江戸前期川船ほぼ全体出土、京都 構造分かる状態、全国初
京都市伏見区の桂川西岸の遺跡で、江戸時代前期の木造の川船が出土した。市埋蔵文化財研究所が4日発表した。同研究所によると、この時代の板材を組み合わせた川船が、構造の分かる状態で見つかるのは全国で初めて。木造の船を造る技術が発達した歴史を解明する上で貴重な発見という。
調査は昨年11月~今年5月、「長岡京跡・淀水垂大下津町遺跡」で実施。少なくとも船6隻を確認した。うち1隻は長さ7・4メートル、幅1メートルで、ほぼ全体が残っていた。構造は、船底の板と側面の板の間に丸太をくりぬいた木材を使う「オモキ造り」だった。部材をつなぐ鉄くぎも見つかった。
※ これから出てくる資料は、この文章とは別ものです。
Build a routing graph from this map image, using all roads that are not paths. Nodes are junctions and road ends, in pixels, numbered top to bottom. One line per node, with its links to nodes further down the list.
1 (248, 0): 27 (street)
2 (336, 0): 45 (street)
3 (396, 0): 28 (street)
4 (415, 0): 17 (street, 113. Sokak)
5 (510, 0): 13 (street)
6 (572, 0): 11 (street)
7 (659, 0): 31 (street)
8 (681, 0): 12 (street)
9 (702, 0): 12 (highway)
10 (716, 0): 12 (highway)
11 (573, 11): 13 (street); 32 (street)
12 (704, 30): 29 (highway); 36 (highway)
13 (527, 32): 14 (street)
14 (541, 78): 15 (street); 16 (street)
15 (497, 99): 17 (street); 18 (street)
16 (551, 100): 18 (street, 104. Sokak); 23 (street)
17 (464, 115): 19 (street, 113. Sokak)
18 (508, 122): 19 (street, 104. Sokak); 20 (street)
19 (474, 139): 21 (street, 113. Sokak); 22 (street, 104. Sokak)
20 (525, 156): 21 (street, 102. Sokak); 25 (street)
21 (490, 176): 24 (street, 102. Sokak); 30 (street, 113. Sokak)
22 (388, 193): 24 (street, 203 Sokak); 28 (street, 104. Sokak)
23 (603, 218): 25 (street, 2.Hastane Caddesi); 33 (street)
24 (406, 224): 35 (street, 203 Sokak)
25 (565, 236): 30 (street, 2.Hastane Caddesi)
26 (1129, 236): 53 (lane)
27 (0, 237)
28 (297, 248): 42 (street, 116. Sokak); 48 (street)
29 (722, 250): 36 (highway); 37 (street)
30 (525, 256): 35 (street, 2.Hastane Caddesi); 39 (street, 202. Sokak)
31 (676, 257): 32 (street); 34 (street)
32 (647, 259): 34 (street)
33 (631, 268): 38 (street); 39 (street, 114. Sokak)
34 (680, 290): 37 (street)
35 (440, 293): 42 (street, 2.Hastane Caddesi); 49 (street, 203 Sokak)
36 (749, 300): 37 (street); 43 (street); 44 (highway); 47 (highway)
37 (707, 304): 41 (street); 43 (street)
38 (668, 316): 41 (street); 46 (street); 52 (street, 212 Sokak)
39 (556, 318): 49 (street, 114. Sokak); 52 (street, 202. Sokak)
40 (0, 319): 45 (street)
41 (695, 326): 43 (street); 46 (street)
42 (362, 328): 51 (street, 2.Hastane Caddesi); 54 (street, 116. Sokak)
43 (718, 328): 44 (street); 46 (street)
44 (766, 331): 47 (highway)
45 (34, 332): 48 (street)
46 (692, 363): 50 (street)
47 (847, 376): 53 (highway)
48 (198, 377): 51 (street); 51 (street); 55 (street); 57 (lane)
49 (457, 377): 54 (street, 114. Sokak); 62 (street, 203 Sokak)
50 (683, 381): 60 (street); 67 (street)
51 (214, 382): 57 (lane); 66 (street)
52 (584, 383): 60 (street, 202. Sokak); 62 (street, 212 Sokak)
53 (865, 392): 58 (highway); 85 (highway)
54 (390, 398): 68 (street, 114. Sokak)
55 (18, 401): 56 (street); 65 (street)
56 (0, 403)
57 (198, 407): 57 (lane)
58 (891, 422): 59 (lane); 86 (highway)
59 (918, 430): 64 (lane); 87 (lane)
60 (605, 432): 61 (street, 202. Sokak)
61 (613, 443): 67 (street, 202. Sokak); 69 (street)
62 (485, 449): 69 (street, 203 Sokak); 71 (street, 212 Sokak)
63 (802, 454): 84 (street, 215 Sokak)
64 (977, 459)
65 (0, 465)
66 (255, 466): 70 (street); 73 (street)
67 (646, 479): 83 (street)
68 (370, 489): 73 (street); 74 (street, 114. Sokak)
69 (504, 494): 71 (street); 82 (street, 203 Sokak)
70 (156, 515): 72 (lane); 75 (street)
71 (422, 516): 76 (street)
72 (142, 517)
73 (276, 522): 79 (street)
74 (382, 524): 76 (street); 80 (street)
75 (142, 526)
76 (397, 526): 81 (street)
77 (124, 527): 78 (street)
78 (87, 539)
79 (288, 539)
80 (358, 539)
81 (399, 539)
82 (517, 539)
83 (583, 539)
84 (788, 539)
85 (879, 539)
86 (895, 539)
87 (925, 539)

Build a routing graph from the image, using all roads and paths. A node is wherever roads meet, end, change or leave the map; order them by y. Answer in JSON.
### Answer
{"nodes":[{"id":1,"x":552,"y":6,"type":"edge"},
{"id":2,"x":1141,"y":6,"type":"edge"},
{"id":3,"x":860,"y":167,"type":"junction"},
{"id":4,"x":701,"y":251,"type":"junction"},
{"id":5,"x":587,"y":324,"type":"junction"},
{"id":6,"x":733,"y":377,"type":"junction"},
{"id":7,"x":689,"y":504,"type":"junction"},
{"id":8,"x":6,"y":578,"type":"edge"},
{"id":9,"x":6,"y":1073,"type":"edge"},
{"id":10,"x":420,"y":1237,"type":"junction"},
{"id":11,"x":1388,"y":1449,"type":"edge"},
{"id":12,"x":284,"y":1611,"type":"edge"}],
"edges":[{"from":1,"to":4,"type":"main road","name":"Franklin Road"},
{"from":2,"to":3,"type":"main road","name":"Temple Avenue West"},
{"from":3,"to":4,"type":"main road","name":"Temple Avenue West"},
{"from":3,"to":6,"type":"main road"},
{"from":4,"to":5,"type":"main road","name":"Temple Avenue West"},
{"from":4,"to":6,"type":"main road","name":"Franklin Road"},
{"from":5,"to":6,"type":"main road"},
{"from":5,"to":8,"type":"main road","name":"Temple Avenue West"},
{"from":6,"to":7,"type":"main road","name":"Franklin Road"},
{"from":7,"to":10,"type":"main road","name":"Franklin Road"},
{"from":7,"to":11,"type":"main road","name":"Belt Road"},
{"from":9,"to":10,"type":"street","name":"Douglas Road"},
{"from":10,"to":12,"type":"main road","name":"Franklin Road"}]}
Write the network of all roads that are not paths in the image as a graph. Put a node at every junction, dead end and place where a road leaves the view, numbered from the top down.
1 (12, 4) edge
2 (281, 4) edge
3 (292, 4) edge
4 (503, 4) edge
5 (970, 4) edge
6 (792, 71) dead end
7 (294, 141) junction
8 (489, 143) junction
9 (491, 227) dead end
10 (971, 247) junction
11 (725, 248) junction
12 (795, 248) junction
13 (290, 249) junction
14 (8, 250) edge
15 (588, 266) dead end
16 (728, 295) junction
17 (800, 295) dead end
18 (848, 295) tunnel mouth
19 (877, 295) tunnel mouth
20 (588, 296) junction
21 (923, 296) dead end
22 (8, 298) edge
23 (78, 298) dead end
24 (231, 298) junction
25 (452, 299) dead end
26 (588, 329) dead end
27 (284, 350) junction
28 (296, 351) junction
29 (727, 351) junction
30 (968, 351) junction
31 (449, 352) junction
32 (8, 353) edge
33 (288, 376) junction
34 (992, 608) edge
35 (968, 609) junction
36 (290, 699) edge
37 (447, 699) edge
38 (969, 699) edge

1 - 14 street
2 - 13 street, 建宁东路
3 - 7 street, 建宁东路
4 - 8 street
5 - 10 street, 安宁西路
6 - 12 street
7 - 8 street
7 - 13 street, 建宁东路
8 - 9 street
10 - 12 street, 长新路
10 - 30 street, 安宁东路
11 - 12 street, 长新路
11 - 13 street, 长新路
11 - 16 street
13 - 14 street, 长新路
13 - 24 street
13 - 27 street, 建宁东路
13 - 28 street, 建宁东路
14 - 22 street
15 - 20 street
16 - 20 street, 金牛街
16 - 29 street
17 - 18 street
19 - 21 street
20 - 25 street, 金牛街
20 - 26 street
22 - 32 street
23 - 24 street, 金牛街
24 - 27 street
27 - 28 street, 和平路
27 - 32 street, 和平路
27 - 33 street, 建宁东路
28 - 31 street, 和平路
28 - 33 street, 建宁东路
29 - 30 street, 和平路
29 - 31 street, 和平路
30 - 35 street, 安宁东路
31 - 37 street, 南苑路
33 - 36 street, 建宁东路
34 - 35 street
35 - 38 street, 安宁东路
船は当時の護岸に使われた石や盛り土の下から出土した。使われなくなった船の板を土木資材として再利用し、石や盛り土が崩れないようにしていた。調査地付近は、古代から中世にかけて水運の拠点として栄えた「淀津」の推定地に当たる。出土した土器などの年代から、護岸や船は1623年の淀城築城や城下町整備に伴い構築されたと判断した。